» **Work order**:
Write the records below out in full, character for character, with no pictures.

(Saved entries)
########################################
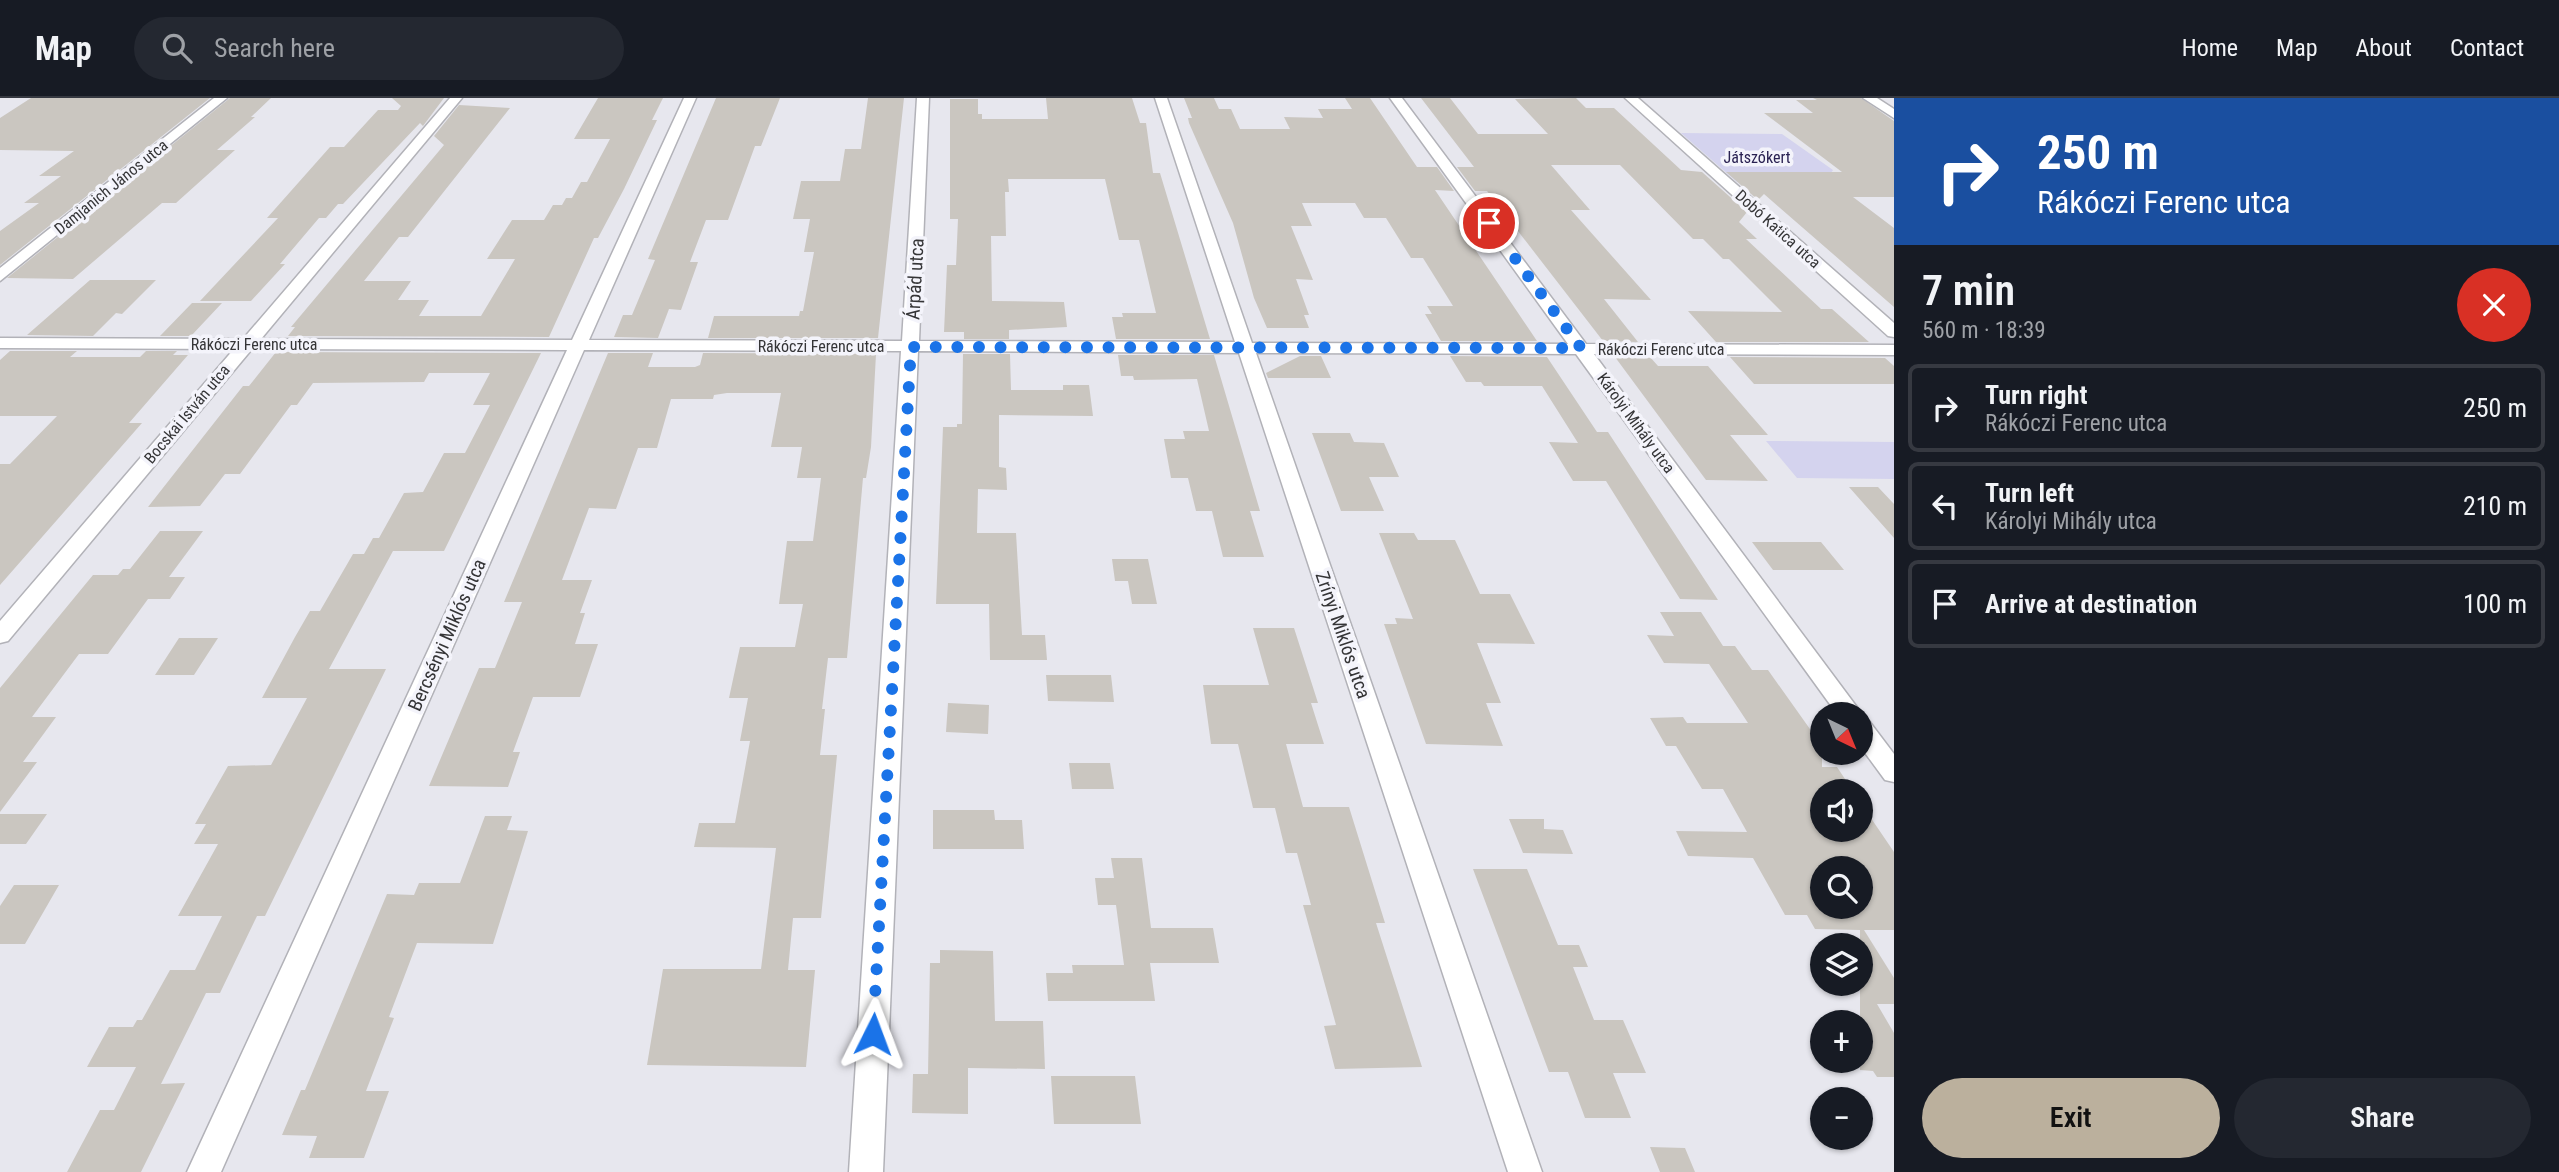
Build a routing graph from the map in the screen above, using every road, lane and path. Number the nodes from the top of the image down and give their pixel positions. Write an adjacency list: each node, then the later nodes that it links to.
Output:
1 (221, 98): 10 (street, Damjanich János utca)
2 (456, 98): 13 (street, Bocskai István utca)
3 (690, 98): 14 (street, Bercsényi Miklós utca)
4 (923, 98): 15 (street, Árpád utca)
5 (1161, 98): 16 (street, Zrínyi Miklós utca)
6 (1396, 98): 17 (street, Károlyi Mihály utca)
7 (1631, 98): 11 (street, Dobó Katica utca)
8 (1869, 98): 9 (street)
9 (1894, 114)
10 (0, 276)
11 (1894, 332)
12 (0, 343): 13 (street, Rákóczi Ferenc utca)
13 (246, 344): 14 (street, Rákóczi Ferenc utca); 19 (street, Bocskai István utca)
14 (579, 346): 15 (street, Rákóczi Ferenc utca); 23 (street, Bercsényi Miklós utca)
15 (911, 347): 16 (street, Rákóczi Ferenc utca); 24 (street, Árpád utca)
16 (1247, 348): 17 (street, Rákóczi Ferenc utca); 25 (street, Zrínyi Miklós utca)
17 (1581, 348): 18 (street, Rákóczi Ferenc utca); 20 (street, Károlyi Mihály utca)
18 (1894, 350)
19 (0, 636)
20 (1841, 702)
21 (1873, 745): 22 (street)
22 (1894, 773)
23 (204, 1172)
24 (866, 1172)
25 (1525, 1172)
########################################
» **Exercise answer**:
Build a routing graph from the map in the screen above, using every road, lane and path. Number the nodes from the top of the image down and give their pixel positions. Write an adjacency list: each node, then the later nodes that it links to.
Output:
1 (221, 98): 10 (street, Damjanich János utca)
2 (456, 98): 13 (street, Bocskai István utca)
3 (690, 98): 14 (street, Bercsényi Miklós utca)
4 (923, 98): 15 (street, Árpád utca)
5 (1161, 98): 16 (street, Zrínyi Miklós utca)
6 (1396, 98): 17 (street, Károlyi Mihály utca)
7 (1631, 98): 11 (street, Dobó Katica utca)
8 (1869, 98): 9 (street)
9 (1894, 114)
10 (0, 276)
11 (1894, 332)
12 (0, 343): 13 (street, Rákóczi Ferenc utca)
13 (246, 344): 14 (street, Rákóczi Ferenc utca); 19 (street, Bocskai István utca)
14 (579, 346): 15 (street, Rákóczi Ferenc utca); 23 (street, Bercsényi Miklós utca)
15 (911, 347): 16 (street, Rákóczi Ferenc utca); 24 (street, Árpád utca)
16 (1247, 348): 17 (street, Rákóczi Ferenc utca); 25 (street, Zrínyi Miklós utca)
17 (1581, 348): 18 (street, Rákóczi Ferenc utca); 20 (street, Károlyi Mihály utca)
18 (1894, 350)
19 (0, 636)
20 (1841, 702)
21 (1873, 745): 22 (street)
22 (1894, 773)
23 (204, 1172)
24 (866, 1172)
25 (1525, 1172)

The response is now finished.